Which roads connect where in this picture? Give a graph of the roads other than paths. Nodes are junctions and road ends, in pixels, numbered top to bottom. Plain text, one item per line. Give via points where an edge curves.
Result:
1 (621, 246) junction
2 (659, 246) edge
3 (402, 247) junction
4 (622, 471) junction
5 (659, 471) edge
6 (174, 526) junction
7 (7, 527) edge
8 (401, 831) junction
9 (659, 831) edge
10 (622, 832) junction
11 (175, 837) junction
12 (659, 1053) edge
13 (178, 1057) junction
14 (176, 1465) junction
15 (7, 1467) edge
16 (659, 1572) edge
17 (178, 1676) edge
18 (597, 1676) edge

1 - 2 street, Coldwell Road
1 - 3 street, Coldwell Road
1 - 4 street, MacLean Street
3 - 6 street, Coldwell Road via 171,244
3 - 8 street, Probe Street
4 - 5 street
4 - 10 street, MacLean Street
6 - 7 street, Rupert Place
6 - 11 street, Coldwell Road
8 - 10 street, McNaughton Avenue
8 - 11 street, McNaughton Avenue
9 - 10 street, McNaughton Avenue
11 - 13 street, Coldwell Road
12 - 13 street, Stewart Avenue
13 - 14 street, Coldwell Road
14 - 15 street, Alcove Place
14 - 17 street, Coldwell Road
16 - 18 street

──────────

Repeat everything in the listing above exactly.

→ **SOLUTION TO THE EXERCISE**:
Which roads connect where in this picture? Give a graph of the roads other than paths. Nodes are junctions and road ends, in pixels, numbered top to bottom. Plain text, one item per line. Give via points where an edge curves.
Result:
1 (621, 246) junction
2 (659, 246) edge
3 (402, 247) junction
4 (622, 471) junction
5 (659, 471) edge
6 (174, 526) junction
7 (7, 527) edge
8 (401, 831) junction
9 (659, 831) edge
10 (622, 832) junction
11 (175, 837) junction
12 (659, 1053) edge
13 (178, 1057) junction
14 (176, 1465) junction
15 (7, 1467) edge
16 (659, 1572) edge
17 (178, 1676) edge
18 (597, 1676) edge

1 - 2 street, Coldwell Road
1 - 3 street, Coldwell Road
1 - 4 street, MacLean Street
3 - 6 street, Coldwell Road via 171,244
3 - 8 street, Probe Street
4 - 5 street
4 - 10 street, MacLean Street
6 - 7 street, Rupert Place
6 - 11 street, Coldwell Road
8 - 10 street, McNaughton Avenue
8 - 11 street, McNaughton Avenue
9 - 10 street, McNaughton Avenue
11 - 13 street, Coldwell Road
12 - 13 street, Stewart Avenue
13 - 14 street, Coldwell Road
14 - 15 street, Alcove Place
14 - 17 street, Coldwell Road
16 - 18 street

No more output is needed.